**What is expected**
In the records that follow, find each line containing "roads" and copy it.

(Data for analysis)

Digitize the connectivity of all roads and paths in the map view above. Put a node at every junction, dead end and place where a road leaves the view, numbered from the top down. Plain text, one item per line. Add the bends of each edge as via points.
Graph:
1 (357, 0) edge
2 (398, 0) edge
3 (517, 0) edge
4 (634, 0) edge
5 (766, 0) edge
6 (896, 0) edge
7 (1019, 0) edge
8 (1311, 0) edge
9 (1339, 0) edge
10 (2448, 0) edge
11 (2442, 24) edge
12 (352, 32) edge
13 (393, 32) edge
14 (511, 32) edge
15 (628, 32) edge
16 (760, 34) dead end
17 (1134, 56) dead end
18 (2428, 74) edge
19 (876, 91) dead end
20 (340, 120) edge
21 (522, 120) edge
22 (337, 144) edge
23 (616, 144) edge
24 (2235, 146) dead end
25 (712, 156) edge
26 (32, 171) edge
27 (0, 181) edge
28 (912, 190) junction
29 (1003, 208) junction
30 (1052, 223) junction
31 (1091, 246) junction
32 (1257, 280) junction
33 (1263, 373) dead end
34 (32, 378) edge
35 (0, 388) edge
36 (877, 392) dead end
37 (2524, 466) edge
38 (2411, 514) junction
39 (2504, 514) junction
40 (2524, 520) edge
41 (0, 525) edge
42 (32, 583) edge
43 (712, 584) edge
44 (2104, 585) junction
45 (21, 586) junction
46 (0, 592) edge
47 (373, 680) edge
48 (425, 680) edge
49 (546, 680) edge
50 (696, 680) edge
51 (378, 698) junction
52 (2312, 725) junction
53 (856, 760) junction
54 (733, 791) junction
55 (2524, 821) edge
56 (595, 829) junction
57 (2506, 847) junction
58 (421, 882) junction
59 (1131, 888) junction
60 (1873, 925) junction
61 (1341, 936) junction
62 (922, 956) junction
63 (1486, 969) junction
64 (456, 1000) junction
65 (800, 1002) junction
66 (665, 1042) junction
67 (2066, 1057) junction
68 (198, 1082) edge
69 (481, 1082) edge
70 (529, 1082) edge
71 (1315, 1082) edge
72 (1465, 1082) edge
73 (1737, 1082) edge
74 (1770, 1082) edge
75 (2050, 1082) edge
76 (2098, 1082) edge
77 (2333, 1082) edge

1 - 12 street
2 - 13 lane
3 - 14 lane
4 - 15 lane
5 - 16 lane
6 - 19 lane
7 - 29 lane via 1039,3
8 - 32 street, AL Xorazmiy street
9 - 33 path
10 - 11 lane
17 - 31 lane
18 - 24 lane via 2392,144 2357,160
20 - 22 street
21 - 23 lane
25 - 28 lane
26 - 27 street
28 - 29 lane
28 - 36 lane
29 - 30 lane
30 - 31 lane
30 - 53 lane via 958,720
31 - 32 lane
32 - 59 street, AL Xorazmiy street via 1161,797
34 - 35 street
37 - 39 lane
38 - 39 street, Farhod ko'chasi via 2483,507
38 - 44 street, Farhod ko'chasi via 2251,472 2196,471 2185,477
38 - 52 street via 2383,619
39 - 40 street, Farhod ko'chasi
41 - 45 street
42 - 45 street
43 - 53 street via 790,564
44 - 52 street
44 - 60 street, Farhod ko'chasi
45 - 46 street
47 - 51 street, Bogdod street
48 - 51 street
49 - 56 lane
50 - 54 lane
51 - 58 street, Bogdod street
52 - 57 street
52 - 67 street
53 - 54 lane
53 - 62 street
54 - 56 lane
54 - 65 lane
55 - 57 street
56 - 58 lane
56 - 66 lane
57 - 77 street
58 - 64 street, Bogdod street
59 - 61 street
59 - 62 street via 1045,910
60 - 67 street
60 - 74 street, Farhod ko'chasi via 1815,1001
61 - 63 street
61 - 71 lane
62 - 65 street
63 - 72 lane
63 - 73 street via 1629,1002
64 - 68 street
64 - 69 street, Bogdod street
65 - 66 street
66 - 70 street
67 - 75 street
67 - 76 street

(End Data for analysis)
(Data for analysis)

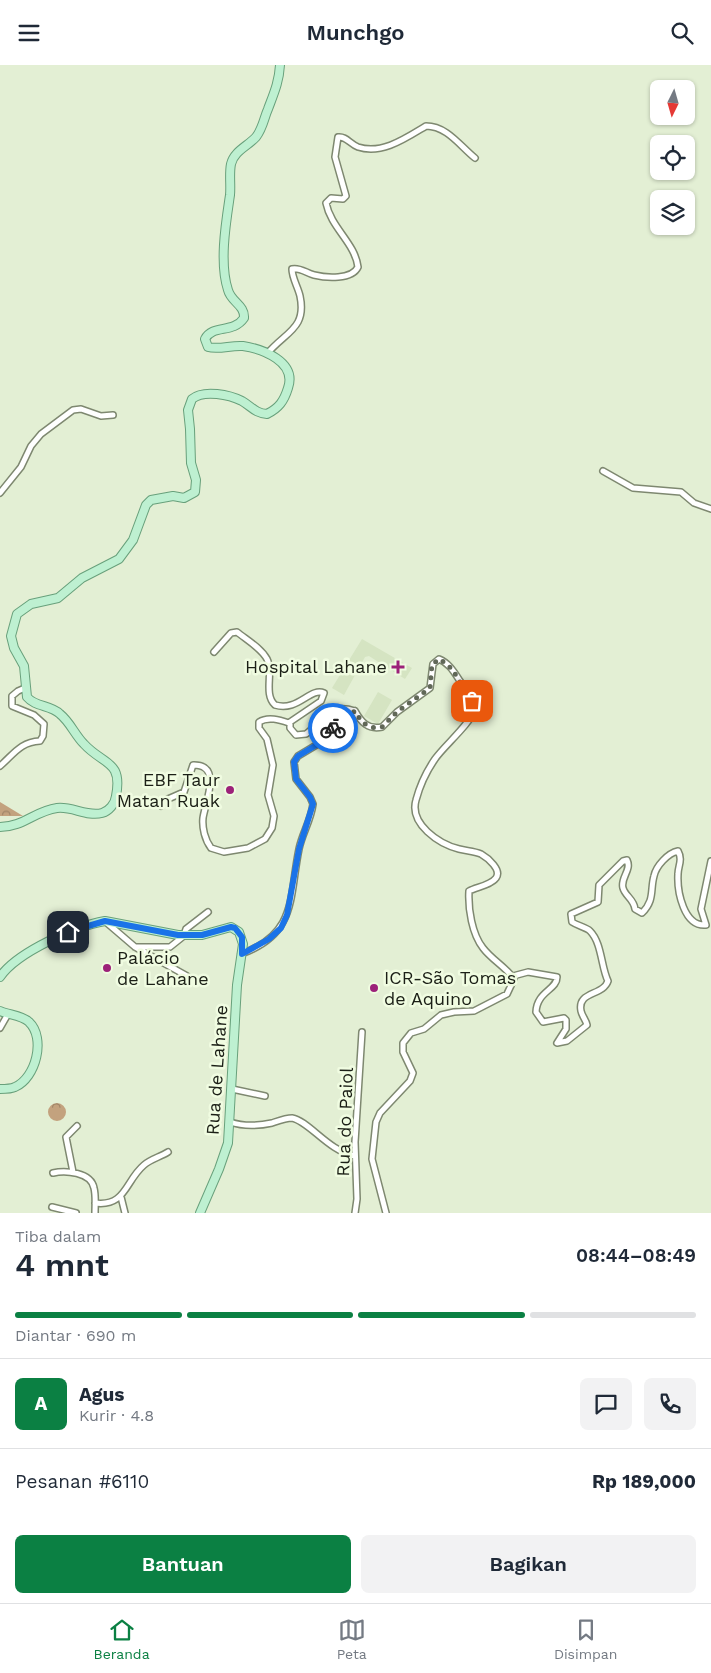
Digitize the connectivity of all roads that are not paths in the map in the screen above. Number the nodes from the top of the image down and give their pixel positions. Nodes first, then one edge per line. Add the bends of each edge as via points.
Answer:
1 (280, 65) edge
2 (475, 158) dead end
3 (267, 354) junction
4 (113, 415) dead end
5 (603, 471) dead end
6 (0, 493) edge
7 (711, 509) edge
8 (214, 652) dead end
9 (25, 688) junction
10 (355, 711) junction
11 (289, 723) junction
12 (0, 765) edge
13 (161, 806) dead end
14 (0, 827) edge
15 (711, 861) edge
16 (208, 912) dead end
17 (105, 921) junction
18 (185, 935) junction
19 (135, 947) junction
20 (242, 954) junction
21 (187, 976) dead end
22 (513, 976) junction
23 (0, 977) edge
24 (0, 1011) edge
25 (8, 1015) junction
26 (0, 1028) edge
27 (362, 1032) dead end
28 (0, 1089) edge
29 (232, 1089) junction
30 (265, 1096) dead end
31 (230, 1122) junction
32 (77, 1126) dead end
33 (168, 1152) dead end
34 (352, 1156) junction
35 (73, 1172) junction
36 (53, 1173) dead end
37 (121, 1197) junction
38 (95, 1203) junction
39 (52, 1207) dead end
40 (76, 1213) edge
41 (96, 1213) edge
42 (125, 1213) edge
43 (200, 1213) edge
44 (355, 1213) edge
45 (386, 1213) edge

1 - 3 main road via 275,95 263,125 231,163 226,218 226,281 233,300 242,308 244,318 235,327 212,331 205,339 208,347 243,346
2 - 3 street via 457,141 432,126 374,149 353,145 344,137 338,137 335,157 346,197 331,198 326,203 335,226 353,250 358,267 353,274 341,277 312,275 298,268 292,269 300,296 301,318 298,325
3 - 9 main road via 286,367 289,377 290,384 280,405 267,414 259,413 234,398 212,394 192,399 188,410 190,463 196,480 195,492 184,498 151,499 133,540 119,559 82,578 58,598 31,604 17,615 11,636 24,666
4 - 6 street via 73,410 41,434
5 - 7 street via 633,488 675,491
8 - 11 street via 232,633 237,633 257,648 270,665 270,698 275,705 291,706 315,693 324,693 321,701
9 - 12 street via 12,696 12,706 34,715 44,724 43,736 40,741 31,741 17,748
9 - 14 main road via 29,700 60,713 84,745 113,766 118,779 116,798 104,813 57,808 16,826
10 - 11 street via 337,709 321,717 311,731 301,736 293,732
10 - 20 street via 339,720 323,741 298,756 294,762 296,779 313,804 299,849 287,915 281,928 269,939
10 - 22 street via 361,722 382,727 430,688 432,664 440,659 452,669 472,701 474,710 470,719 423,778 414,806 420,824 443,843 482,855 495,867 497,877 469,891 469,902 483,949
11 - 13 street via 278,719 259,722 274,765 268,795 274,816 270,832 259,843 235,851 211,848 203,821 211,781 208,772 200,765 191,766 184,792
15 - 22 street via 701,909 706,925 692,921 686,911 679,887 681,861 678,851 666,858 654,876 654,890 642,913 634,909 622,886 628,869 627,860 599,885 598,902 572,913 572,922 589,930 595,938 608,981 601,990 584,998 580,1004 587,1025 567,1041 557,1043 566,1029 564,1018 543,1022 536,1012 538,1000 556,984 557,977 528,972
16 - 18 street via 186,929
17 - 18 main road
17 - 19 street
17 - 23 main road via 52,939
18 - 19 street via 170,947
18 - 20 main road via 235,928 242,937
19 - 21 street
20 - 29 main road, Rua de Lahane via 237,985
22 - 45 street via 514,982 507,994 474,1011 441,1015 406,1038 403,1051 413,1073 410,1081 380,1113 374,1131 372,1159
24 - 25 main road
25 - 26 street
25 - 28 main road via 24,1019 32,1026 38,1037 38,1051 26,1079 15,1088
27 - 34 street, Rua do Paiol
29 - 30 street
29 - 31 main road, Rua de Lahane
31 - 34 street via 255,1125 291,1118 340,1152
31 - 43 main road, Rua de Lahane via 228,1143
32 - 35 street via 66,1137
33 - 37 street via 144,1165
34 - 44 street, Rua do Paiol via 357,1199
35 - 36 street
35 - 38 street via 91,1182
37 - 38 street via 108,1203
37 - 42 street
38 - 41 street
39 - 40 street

(End Data for analysis)

**Exercise response**
Digitize the connectivity of all roads and paths in the map view above. Put a node at every junction, dead end and place where a road leaves the view, numbered from the top down. Plain text, one item per line. Add the bends of each edge as via points.
Digitize the connectivity of all roads that are not paths in the map in the screen above. Number the nodes from the top of the image down and give their pixel positions. Nodes first, then one edge per line. Add the bends of each edge as via points.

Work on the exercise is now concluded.